Collected data entries:

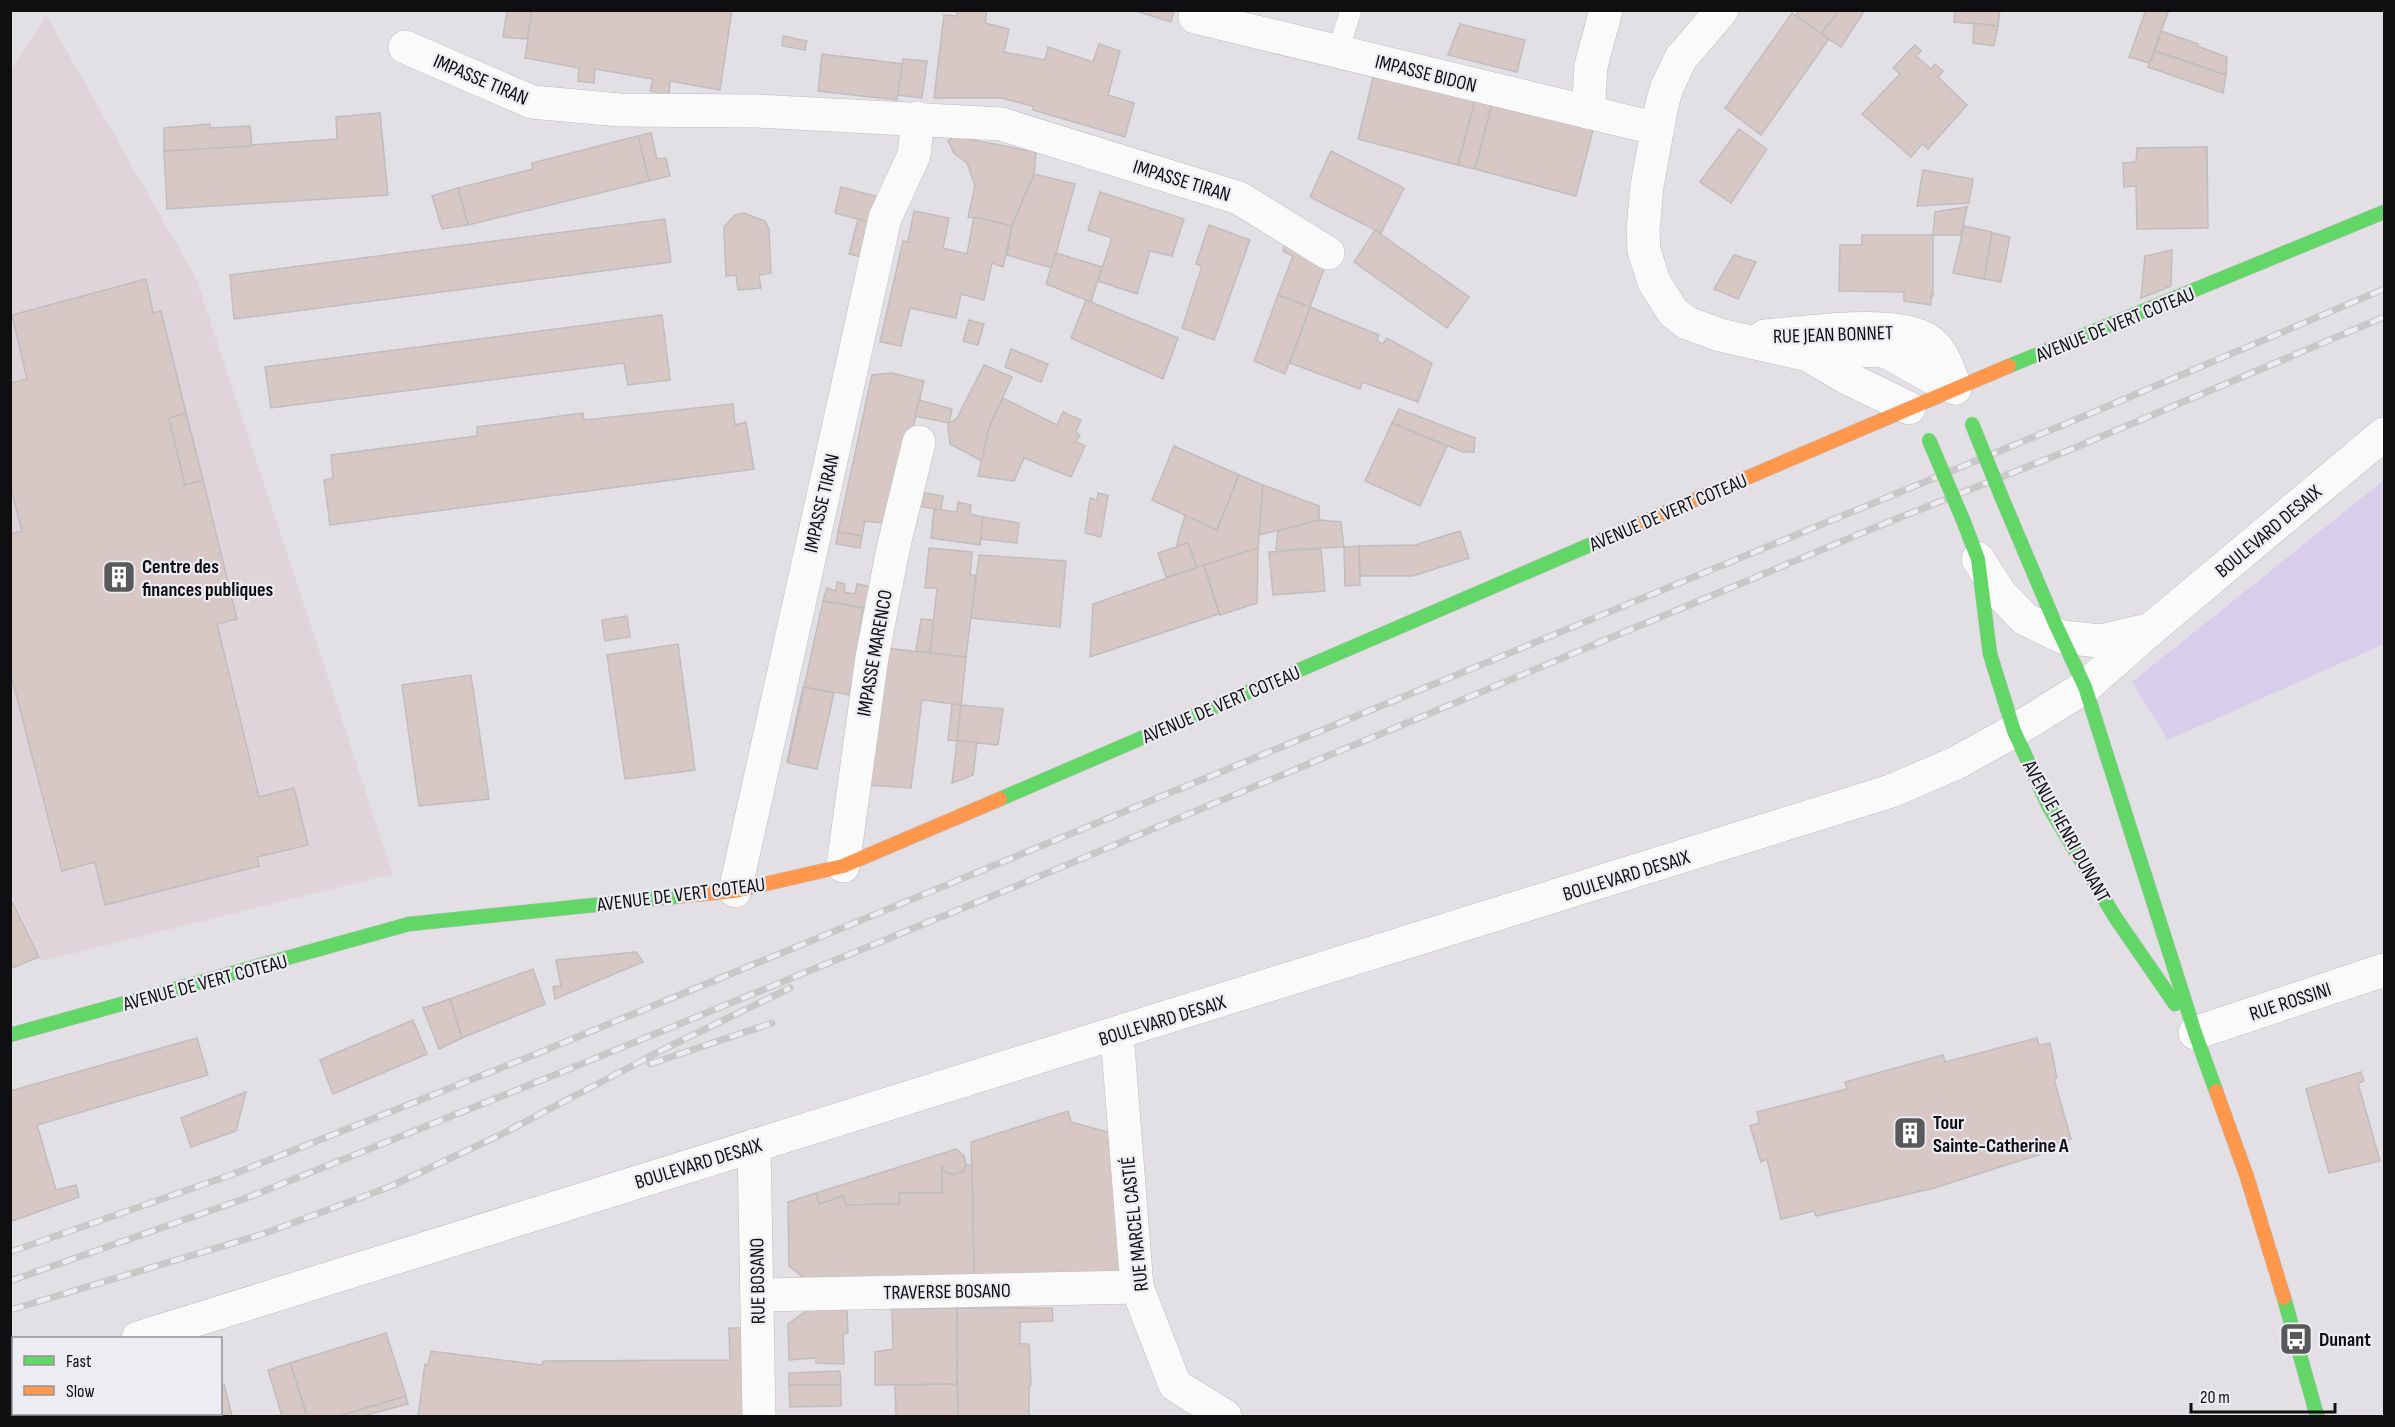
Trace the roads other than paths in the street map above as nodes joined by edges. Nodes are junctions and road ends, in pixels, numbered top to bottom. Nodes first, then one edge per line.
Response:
1 (1351, 10) edge
2 (1606, 10) edge
3 (1722, 10) edge
4 (1195, 16) dead end
5 (405, 47) dead end
6 (1338, 51) junction
7 (1588, 112) junction
8 (918, 118) junction
9 (1658, 129) junction
10 (2385, 212) edge
11 (1328, 253) dead end
12 (1740, 338) junction
13 (1808, 355) junction
14 (1965, 408) junction
15 (1920, 426) junction
16 (2385, 434) edge
17 (919, 442) dead end
18 (1978, 558) junction
19 (2151, 629) junction
20 (2061, 637) junction
21 (2085, 687) junction
22 (2014, 731) junction
23 (843, 866) junction
24 (735, 891) junction
25 (2385, 970) edge
26 (2195, 1033) junction
27 (1116, 1034) junction
28 (10, 1035) edge
29 (754, 1145) junction
30 (1137, 1287) junction
31 (757, 1295) junction
32 (141, 1337) edge
33 (759, 1416) edge
34 (1225, 1416) edge
35 (2317, 1416) edge

1 - 6 lane
2 - 7 street
3 - 9 street, RUE JEAN BONNET
4 - 6 street, IMPASSE BIDON
5 - 8 street, IMPASSE TIRAN
6 - 7 street, IMPASSE BIDON
7 - 9 street, IMPASSE BIDON
8 - 11 street, IMPASSE TIRAN
8 - 24 street, IMPASSE TIRAN
9 - 12 street, RUE JEAN BONNET
10 - 14 street, AVENUE DE VERT COTEAU
12 - 13 street, RUE JEAN BONNET
12 - 14 street, RUE JEAN BONNET
13 - 14 street, RUE JEAN BONNET
13 - 15 street, RUE JEAN BONNET
14 - 15 street, AVENUE DE VERT COTEAU
14 - 20 street, AVENUE HENRI DUNANT, bridge
15 - 18 street, AVENUE HENRI DUNANT, bridge
15 - 23 street, AVENUE DE VERT COTEAU
16 - 19 street, BOULEVARD DESAIX
17 - 23 street, IMPASSE MARENCO
18 - 20 street, BOULEVARD DESAIX
18 - 22 street, AVENUE HENRI DUNANT
19 - 20 street, BOULEVARD DESAIX
19 - 21 street, BOULEVARD DESAIX
20 - 21 street, AVENUE HENRI DUNANT
21 - 22 street, BOULEVARD DESAIX
21 - 26 street, AVENUE HENRI DUNANT
22 - 26 street, AVENUE HENRI DUNANT
22 - 27 street, BOULEVARD DESAIX
23 - 24 street, AVENUE DE VERT COTEAU
24 - 28 street, AVENUE DE VERT COTEAU
25 - 26 street, RUE ROSSINI
26 - 35 street, AVENUE HENRI DUNANT
27 - 29 street, BOULEVARD DESAIX
27 - 30 street, RUE MARCEL CASTIÉ
29 - 31 street, RUE BOSANO
29 - 32 street, BOULEVARD DESAIX
30 - 31 street, TRAVERSE BOSANO
30 - 34 street, RUE MARCEL CASTIÉ
31 - 33 street, RUE BOSANO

* [Exercise brief]:
Extract all lines from the data in which "dead" is found.

* [Exercise response]:
4 (1195, 16) dead end
5 (405, 47) dead end
11 (1328, 253) dead end
17 (919, 442) dead end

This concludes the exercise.